I am proud to say, my friends and loved ones, that I took this as a sign from the heavens that something had to be done with my room. You see, in classic Matt style I had never really finished moving in, and there were still half-empty cardboard boxes thrown haphazardly into the corner. My roommate, who happens to be a licensed exterminator, says that there's nothing roaches love more than cardboard boxes. So the next morning I was up at 7:00 am throwing out boxes, putting things into sealable plastic containers and generally making my room liveable at last. While I'm at it, I've decided to seek out some simple decorations to put on the walls. I'm sick of this barren empty whiteness. So I guess I'm making the best of the situation.
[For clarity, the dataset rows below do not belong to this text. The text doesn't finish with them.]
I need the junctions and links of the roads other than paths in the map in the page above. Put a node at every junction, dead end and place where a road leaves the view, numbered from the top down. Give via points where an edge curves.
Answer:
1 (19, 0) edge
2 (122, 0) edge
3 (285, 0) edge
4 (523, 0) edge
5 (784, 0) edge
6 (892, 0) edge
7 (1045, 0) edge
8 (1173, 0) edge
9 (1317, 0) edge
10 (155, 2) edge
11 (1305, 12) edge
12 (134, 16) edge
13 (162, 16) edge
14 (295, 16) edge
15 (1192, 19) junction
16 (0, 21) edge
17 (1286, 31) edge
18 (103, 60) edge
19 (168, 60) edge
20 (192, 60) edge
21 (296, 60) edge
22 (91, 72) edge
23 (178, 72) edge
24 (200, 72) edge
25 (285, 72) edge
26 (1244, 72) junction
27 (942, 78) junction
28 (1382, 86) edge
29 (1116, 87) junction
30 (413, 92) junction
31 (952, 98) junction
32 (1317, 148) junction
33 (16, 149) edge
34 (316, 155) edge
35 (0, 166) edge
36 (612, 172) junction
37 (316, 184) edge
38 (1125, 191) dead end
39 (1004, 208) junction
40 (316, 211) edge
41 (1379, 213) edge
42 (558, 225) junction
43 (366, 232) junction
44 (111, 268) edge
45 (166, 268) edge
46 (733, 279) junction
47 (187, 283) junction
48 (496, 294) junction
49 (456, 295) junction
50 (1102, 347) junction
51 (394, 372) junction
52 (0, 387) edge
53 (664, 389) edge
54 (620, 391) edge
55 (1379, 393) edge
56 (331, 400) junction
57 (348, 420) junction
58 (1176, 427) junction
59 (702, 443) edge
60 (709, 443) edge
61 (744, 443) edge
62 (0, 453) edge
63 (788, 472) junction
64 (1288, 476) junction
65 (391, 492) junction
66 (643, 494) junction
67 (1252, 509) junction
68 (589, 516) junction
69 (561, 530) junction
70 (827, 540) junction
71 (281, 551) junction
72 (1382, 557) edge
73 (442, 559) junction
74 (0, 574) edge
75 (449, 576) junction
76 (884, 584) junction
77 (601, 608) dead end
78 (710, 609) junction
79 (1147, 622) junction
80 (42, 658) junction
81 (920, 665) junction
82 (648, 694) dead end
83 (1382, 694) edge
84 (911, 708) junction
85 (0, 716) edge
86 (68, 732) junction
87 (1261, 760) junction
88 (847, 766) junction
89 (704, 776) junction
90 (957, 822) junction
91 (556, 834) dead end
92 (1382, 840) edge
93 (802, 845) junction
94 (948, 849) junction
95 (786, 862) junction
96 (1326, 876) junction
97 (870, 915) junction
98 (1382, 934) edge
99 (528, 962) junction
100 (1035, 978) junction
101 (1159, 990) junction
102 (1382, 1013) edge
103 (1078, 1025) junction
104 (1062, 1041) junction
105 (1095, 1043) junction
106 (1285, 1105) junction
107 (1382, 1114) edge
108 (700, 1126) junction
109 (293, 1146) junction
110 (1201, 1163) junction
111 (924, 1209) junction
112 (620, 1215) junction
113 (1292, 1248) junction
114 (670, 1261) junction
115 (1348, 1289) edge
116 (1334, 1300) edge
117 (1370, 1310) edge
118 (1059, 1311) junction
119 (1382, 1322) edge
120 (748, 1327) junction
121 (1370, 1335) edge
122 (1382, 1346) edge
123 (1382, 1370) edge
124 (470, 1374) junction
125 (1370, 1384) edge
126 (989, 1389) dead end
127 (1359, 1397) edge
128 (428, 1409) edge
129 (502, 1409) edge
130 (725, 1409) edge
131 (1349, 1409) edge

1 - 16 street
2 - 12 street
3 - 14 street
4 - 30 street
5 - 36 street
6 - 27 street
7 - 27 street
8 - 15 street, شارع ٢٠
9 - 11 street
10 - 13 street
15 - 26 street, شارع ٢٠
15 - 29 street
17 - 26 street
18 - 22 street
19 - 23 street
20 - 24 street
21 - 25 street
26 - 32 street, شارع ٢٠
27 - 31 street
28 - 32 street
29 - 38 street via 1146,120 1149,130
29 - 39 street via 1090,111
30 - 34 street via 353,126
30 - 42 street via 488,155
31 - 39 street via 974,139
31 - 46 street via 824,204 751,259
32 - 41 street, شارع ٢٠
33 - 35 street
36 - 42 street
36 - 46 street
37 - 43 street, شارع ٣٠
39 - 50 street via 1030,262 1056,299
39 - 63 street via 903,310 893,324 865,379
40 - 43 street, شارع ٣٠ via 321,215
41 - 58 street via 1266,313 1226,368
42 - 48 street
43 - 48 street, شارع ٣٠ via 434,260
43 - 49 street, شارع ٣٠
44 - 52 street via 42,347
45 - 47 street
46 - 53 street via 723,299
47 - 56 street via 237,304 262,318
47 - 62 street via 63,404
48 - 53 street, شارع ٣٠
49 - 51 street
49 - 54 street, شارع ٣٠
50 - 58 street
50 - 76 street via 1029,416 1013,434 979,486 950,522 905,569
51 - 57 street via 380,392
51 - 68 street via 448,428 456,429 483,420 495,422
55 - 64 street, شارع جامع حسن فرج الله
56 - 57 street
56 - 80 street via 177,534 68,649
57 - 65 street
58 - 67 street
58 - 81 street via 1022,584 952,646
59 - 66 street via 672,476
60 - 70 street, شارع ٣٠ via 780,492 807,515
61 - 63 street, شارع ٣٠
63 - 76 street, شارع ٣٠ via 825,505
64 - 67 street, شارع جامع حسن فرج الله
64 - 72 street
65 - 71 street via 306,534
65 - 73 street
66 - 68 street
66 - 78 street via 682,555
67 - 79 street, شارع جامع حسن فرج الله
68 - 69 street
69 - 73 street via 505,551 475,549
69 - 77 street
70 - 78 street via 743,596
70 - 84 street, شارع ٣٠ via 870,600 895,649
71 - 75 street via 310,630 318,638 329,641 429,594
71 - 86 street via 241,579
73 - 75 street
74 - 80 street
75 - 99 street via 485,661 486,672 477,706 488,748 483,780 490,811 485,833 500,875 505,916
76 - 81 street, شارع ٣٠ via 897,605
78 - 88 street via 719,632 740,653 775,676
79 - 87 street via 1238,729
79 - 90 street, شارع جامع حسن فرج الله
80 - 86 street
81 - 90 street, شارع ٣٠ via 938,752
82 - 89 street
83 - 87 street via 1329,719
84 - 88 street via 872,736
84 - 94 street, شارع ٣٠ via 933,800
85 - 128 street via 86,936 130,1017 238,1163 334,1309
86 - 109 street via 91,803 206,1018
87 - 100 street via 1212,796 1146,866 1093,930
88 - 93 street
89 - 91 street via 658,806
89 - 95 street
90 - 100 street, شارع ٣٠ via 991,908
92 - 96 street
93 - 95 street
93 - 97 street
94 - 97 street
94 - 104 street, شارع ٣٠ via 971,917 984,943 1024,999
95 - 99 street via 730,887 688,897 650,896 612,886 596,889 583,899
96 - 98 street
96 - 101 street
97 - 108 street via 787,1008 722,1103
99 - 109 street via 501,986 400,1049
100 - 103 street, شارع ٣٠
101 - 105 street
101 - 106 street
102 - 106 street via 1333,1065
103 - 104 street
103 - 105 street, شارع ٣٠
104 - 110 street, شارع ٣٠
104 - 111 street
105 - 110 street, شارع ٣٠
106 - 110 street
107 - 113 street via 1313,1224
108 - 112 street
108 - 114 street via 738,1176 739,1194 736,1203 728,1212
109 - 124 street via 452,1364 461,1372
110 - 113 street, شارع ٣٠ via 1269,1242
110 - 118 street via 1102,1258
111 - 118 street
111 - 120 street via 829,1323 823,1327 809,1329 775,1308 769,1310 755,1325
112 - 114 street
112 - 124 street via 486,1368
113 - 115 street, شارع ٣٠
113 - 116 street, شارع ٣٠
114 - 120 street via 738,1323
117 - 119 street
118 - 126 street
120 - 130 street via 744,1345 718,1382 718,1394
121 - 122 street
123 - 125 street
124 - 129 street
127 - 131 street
I'm still traumatized for life, though.

Tuesday, November 14, 2006


Check out the production photos from "Good Person of Setzuan" and you'll get an idea of the craziness that has been my life for the last two months. Points for you if you can recognize me in any of the pictures!

Production Photos

Sunday, November 12, 2006

A Most Wonderful Day

Yesterday I had a great day! I've been having a very rough couple of weeks where I have been greatly depressed about a great number of things, including my acting ability. I have this recurring nightmare that I actually suck and nobody is brave enough to tell me. Well, I received the perfect confirmation that I am exactly where I'm supposed to be yesterday, when I went to some screening auditions for summer work. It was a ridiculous cattle call style audition, with group after group of would-be actors filing in and trying to impress auditors in only 60 seconds that they are good enough to be considered for professional work. It was even scored on a points system, with those receiving the highest points being passed on to the actual audition for professional companies in March. Out of a possible 84 points, I got 83! Here were some of my comments:


"You are instantly likeable."

"Easy to follow, clearly spoken."

"Well done - you know what you're doing."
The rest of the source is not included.